### Aim of the task
Pictures must not appear in the copy. Restate exactly the lines below from the one with "ring tip: (260, 195)" through the one with "index mcp: (913, 840)", inclusive.

### Exercise inputs
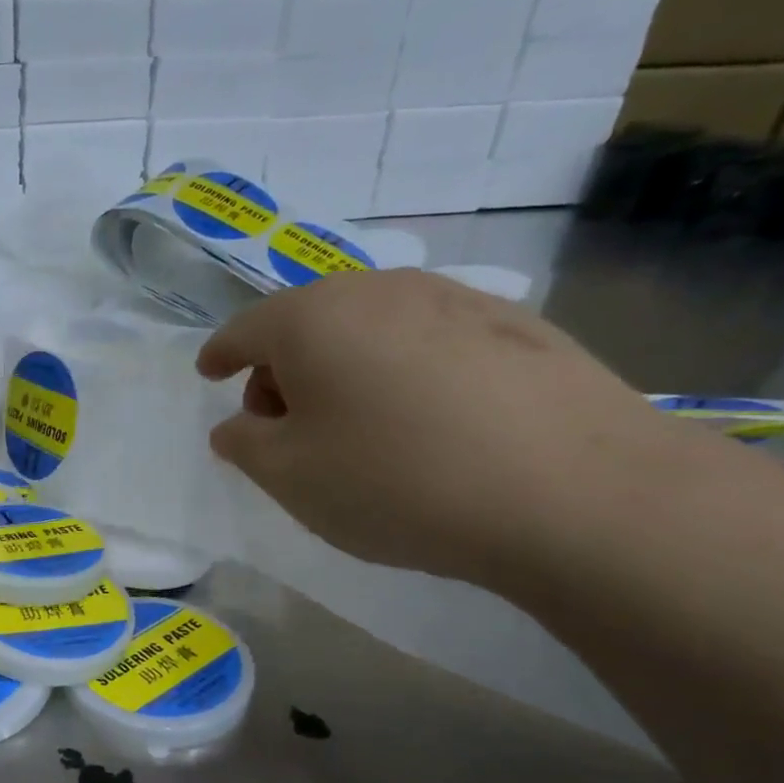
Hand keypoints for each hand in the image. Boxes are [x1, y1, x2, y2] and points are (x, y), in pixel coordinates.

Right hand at [197, 268, 689, 586]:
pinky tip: (425, 420)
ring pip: (371, 328)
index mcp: (313, 318)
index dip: (220, 354)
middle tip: (283, 424)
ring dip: (343, 368)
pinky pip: (428, 341)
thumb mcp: (289, 476)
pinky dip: (403, 371)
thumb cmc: (396, 480)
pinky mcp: (517, 326)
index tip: (209, 374)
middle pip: (308, 322)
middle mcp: (380, 290)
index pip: (245, 328)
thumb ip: (244, 444)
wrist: (574, 492)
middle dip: (282, 368)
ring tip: (355, 425)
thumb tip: (239, 424)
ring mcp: (456, 300)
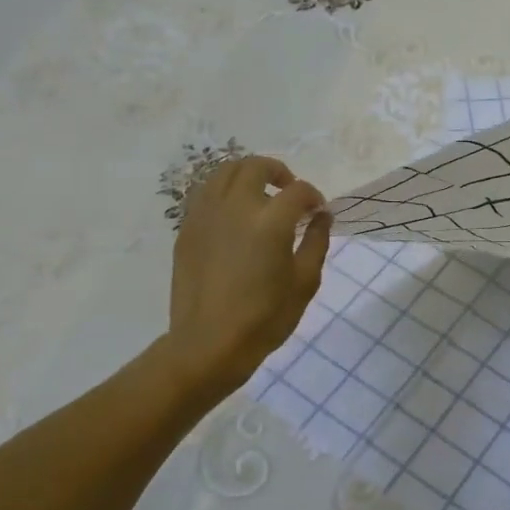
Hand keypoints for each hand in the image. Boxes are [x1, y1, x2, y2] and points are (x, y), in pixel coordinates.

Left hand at [160, 155, 330, 393]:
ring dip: (248, 175)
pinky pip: (205, 193)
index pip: (298, 190)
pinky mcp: (187, 229)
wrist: (209, 344)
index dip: (314, 197)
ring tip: (260, 195)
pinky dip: (224, 192)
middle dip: (279, 172)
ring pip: (225, 172)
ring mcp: (206, 215)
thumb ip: (317, 241)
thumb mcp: (305, 281)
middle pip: (256, 166)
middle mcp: (235, 207)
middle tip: (290, 192)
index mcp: (270, 221)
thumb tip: (321, 216)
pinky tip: (235, 215)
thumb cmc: (265, 317)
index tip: (318, 212)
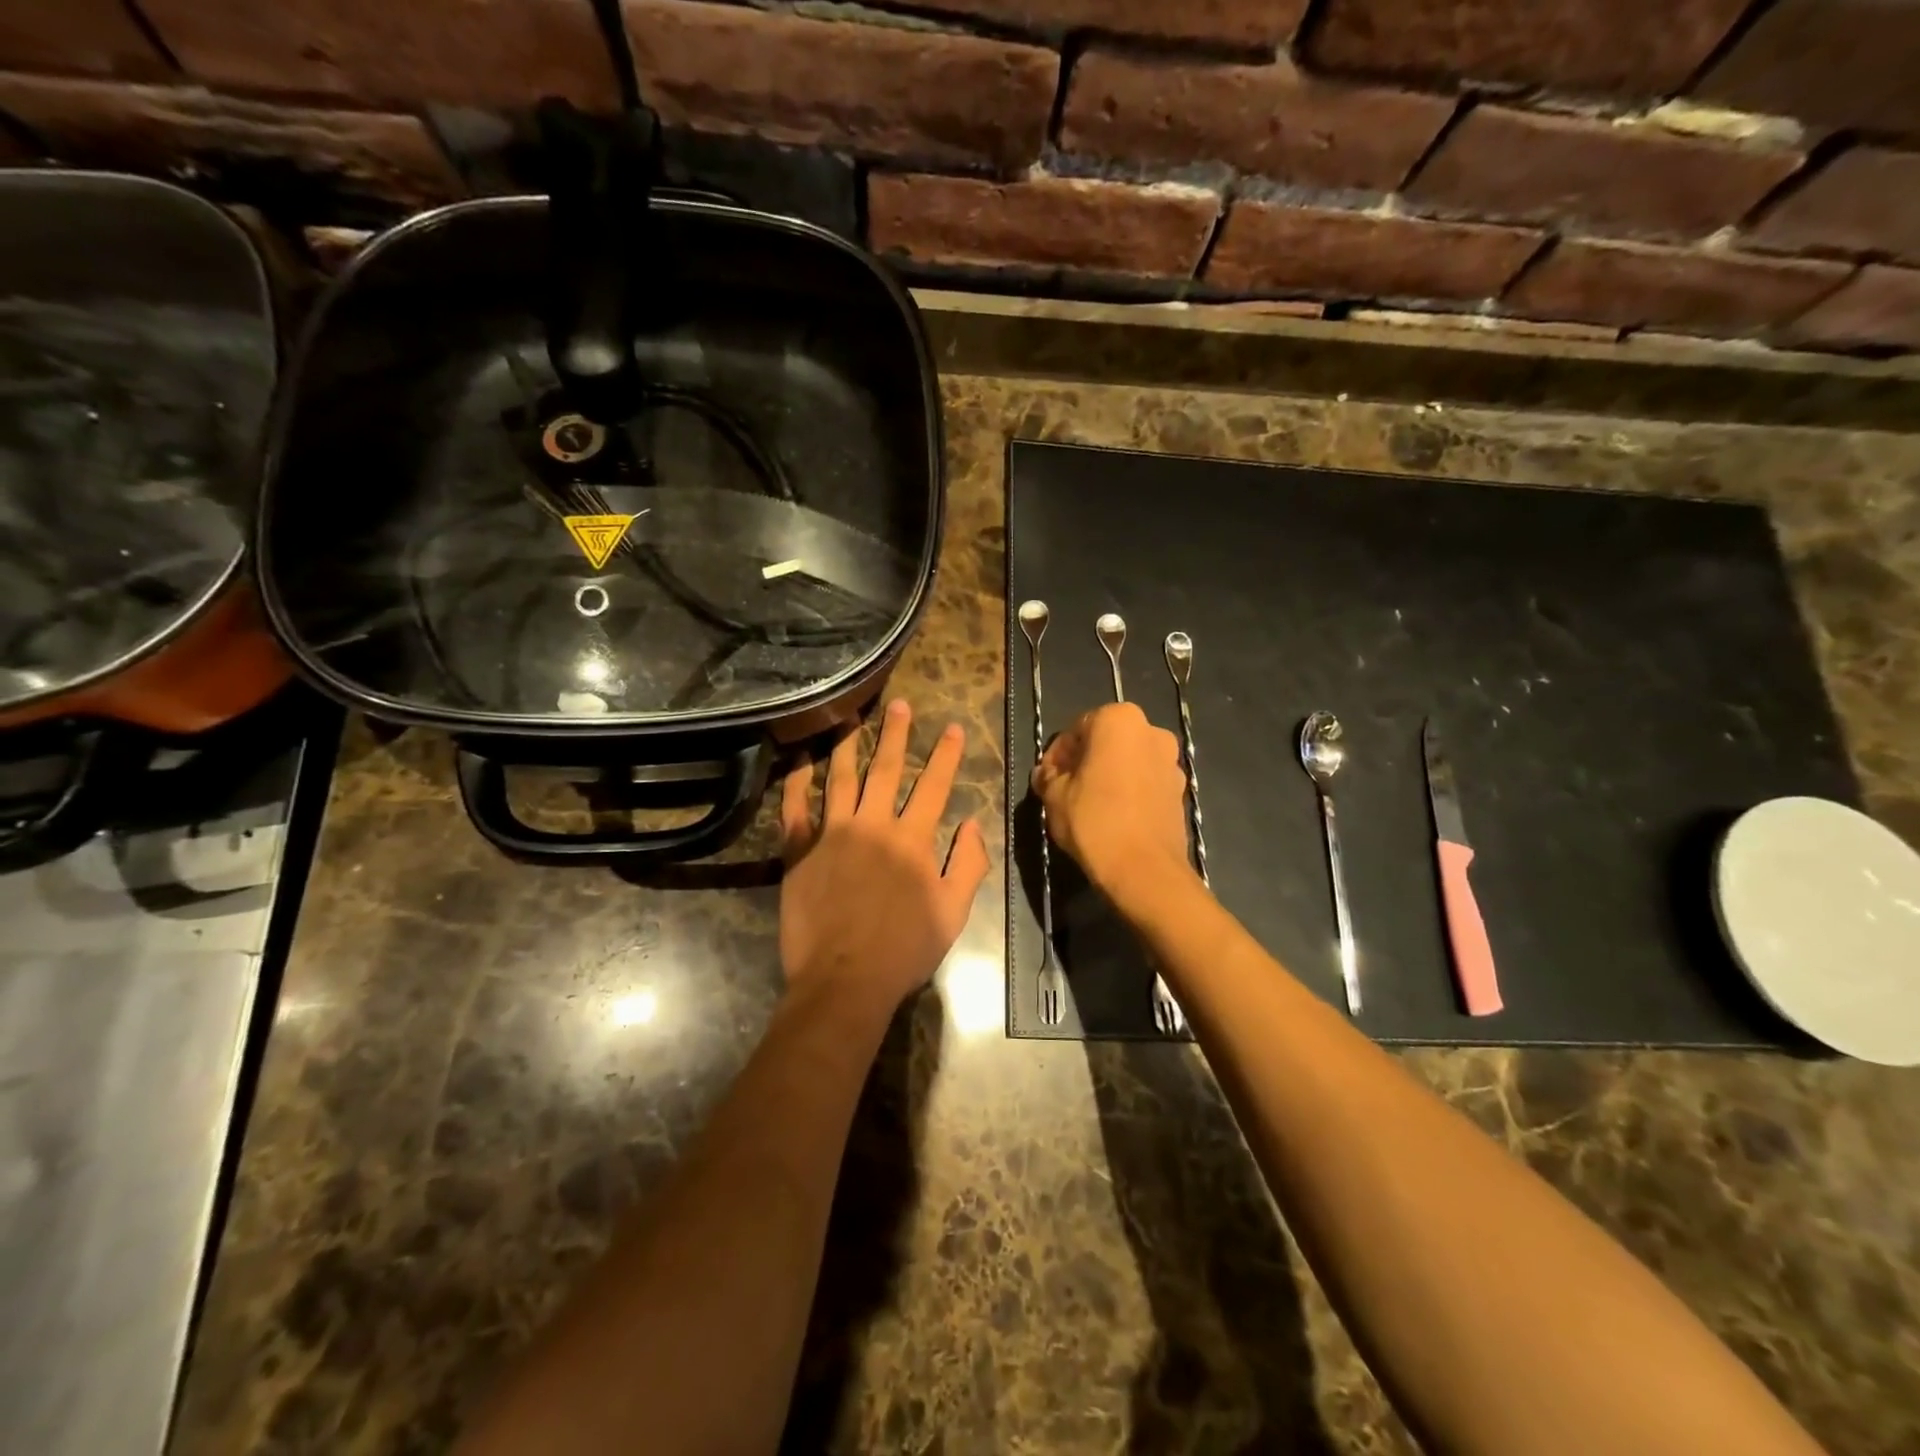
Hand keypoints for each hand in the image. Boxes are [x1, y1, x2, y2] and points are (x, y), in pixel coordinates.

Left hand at [779, 699, 989, 1015]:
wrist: (845, 979)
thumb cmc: (904, 950)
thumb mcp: (954, 913)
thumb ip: (968, 865)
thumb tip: (973, 824)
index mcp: (913, 840)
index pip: (934, 786)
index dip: (946, 755)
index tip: (953, 727)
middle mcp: (873, 826)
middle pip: (886, 769)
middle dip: (896, 734)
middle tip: (899, 705)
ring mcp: (832, 835)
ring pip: (840, 778)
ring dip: (847, 745)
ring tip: (849, 718)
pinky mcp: (799, 852)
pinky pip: (794, 809)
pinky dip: (796, 783)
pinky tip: (799, 762)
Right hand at [1031, 703, 1192, 895]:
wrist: (1144, 870)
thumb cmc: (1094, 821)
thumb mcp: (1054, 796)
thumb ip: (1048, 776)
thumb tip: (1046, 774)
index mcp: (1119, 720)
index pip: (1077, 729)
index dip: (1058, 755)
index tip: (1048, 778)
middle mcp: (1151, 731)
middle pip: (1106, 741)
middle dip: (1085, 761)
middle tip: (1065, 789)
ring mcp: (1171, 761)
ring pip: (1129, 761)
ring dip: (1108, 775)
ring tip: (1089, 805)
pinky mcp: (1181, 790)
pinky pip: (1146, 781)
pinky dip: (1129, 791)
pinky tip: (1113, 815)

### Answer box
ring tip: (260, 195)
pinky dip: (224, 192)
middle dip: (279, 172)
ring pip: (225, 172)
ring mcp: (206, 215)
thumb ip: (317, 241)
thumb mcp: (305, 281)
middle pip: (256, 166)
middle mcp: (235, 207)
middle tip: (290, 192)
index mcp: (270, 221)
thumb tip: (321, 216)
pinky tip: (235, 215)
thumb cmc: (265, 317)
index tip: (318, 212)
Hand keypoints for each hand in the image. Boxes are [x1, y1, x2, y2] and points are (x, y), in pixel coordinates.

Left hand at [779, 699, 989, 1015]:
wrist: (845, 979)
thumb cmc: (904, 950)
thumb mcp: (954, 913)
thumb ip: (968, 865)
thumb tip: (973, 824)
index mcp: (913, 840)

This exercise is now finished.